Béla couldn’t control himself. He bought skeleton keys and rubber gloves he had absolutely no use for, for no better reason than that he had unobstructed access to the ready cashbox in his father’s desk. He no longer knew what to do with the money. The gang stuck stubbornly to its “for its own sake” principles, and the ten or twenty crowns they daily procured were spent on equally useless items. Béla developed a double passion for cosmetics and fashionable clothes. After his fervent pleas they allowed him to order two elegant up-to-the-minute suits, along with a silk shirt, a high-quality necktie, fine deerskin gloves, and lacquered shoes with antelope inlay. He also purchased a soft, pale-colored rabbit-fur hat and a light bamboo cane. Once a week he was permitted to dress up in these at Tibor’s apartment, while the gang passed the items to him, the one-armed one being tireless in his efforts to beautify him. Once Béla stood there, fully dressed at the mirror with the hat on his head, the gloves on his hands, and the cane at his side, they made him walk up and down the room like a mannequin at a salon, while they passed critical comments on his outfit. Once this was over he sat in a chair opposite the mirror, grinding his teeth, gazing and gazing at his reflection. Then he slowly undressed. Tibor took the clothes and carefully locked them away in his wardrobe while Béla donned his inelegant school clothes again, the trousers of which were made from an old pair of his father’s.

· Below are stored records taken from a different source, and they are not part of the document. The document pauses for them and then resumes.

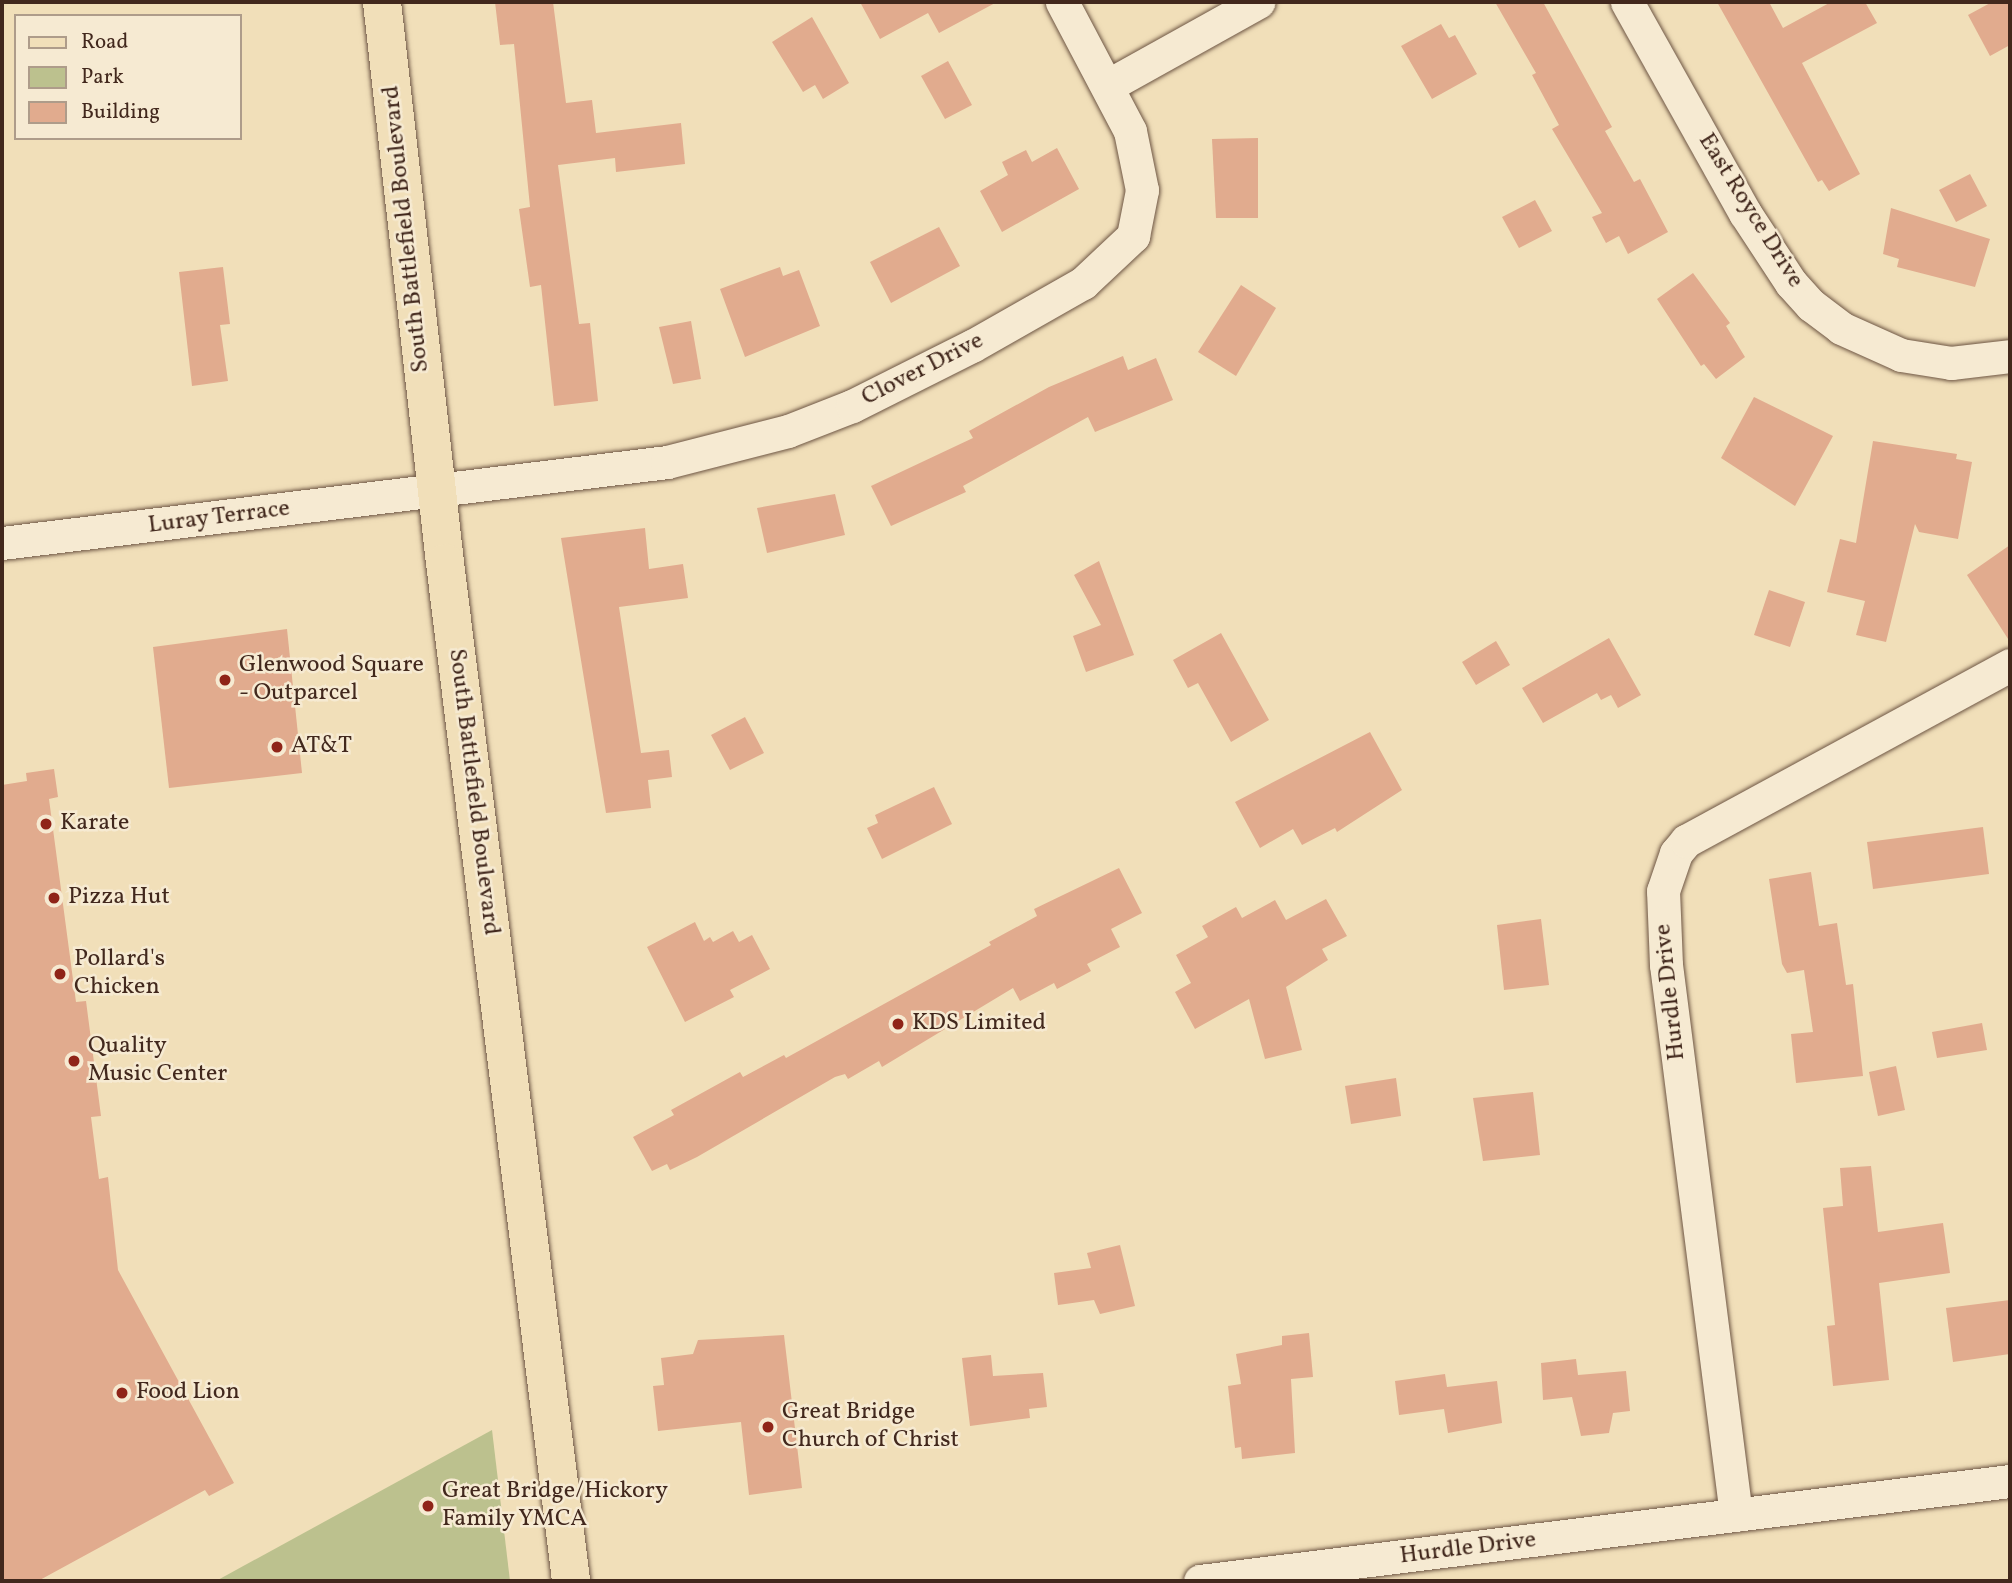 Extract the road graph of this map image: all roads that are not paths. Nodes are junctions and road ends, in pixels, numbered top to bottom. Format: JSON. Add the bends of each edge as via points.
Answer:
{"nodes":[{"id":1,"x":382,"y":2,"type":"edge"},
{"id":2,"x":1062,"y":2,"type":"edge"},
{"id":3,"x":1258,"y":2,"type":"edge"},
{"id":4,"x":1627,"y":2,"type":"edge"},
{"id":5,"x":1109,"y":85,"type":"junction"},
{"id":6,"x":2010,"y":356,"type":"edge"},
{"id":7,"x":437,"y":492,"type":"junction"},
{"id":8,"x":2,"y":543,"type":"edge"},
{"id":9,"x":2010,"y":665,"type":"edge"},
{"id":10,"x":2010,"y":1481,"type":"edge"},
{"id":11,"x":1736,"y":1515,"type":"junction"},
{"id":12,"x":571,"y":1581,"type":"edge"},
{"id":13,"x":1200,"y":1581,"type":"edge"}],
"edges":[{"from":1,"to":7,"type":"main road","name":"South Battlefield Boulevard"},
{"from":2,"to":5,"type":"street","name":"Clover Drive"},
{"from":3,"to":5,"type":"street"},
{"from":4,"to":6,"type":"street","name":"East Royce Drive","via":[[1745,213],[1811,305],[1841,328],[1900,355],[1951,363]]},
{"from":5,"to":7,"type":"street","name":"Clover Drive","via":[[1137,156],[1140,209],[1133,236],[1083,283],[852,406],[745,446],[667,462]]},
{"from":7,"to":8,"type":"street","name":"Luray Terrace"},
{"from":7,"to":12,"type":"main road","name":"South Battlefield Boulevard"},
{"from":9,"to":11,"type":"street","name":"Hurdle Drive","via":[[1686,841],[1676,853],[1663,891],[1666,965]]},
{"from":10,"to":11,"type":"street","name":"Hurdle Drive"},
{"from":11,"to":13,"type":"street","name":"Hurdle Drive"}]}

As far as the cosmetics were concerned, his addiction had to remain a secret from the rest of the gang. His obsession with such items as pomades, scents, face creams, combs, and fine soap did not meet with their approval. He was not allowed to use the expensive lotion he had bought to treat his spots: the gang seized it, made him strip, and spread the cream that, supposedly, could make all spots and warts disappear in a matter of days, over his buttocks.

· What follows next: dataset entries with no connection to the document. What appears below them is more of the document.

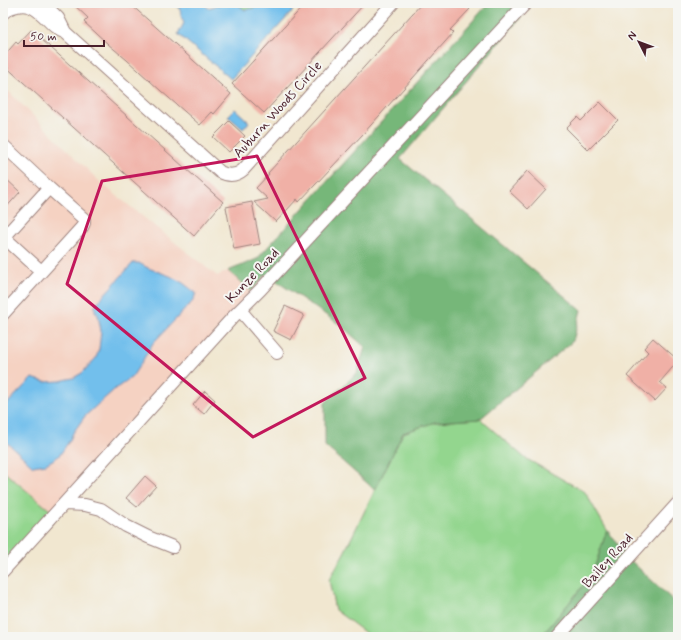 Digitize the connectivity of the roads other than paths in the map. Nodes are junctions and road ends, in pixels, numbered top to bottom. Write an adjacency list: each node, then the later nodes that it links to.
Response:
1 (10, 3): 5 (main road)
2 (43, 3): 6 (street, Auburn Woods Circle)
3 (393, 3): 6 (street, Auburn Woods Circle)
4 (526, 3): 10 (street, Kunze Road)
5 (3, 12): 6 (street, Auburn Woods Circle)
6 (66, 33)
7 (3, 145): 8 (street)
8 (49, 188): 9 (street); 9 (street)
9 (41, 271): 11 (street)
10 (240, 310): 12 (street); 14 (street, Kunze Road)
11 (3, 314)
12 (277, 353)
13 (678, 503): 17 (street, Bailey Road)
14 (65, 504): 15 (street); 16 (street, Kunze Road)
15 (173, 547)
16 (3, 571)
17 (558, 637) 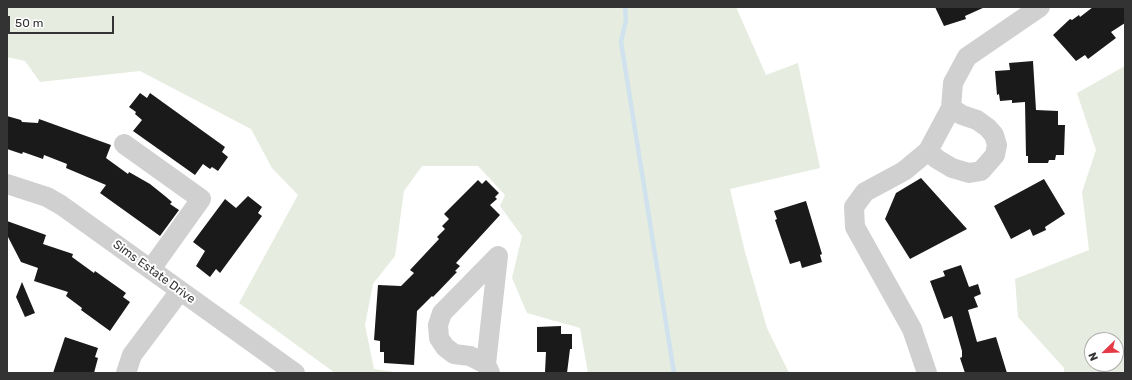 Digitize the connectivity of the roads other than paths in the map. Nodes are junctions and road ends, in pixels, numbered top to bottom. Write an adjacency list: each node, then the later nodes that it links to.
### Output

Their rebellion regarding the function and use of various objects and matters extended to include some peculiar sacrifices. For example it was regarded as correct and admirable to spend days fretting in the attempt to learn some ten lines of text from a Swedish book, a language no one in the region could speak. Ábel won considerable prestige by parroting such phrases. At the same time it was considered a mortal sin to cram for the next day’s Latin or history class. They did not reject intellectual effort in itself but prized it only when it yielded no practical result. There were equally stringent rules regarding sins of the flesh. Tibor was an outstanding athlete, passionate about the long and high jump, so found it hard to resist leaping over a fallen chair or some other obstacle. They let him indulge the joy of leaping, but only when attempting to leap a distance or height that was clearly beyond his capacities and there remained a good chance that he would bruise himself in the process.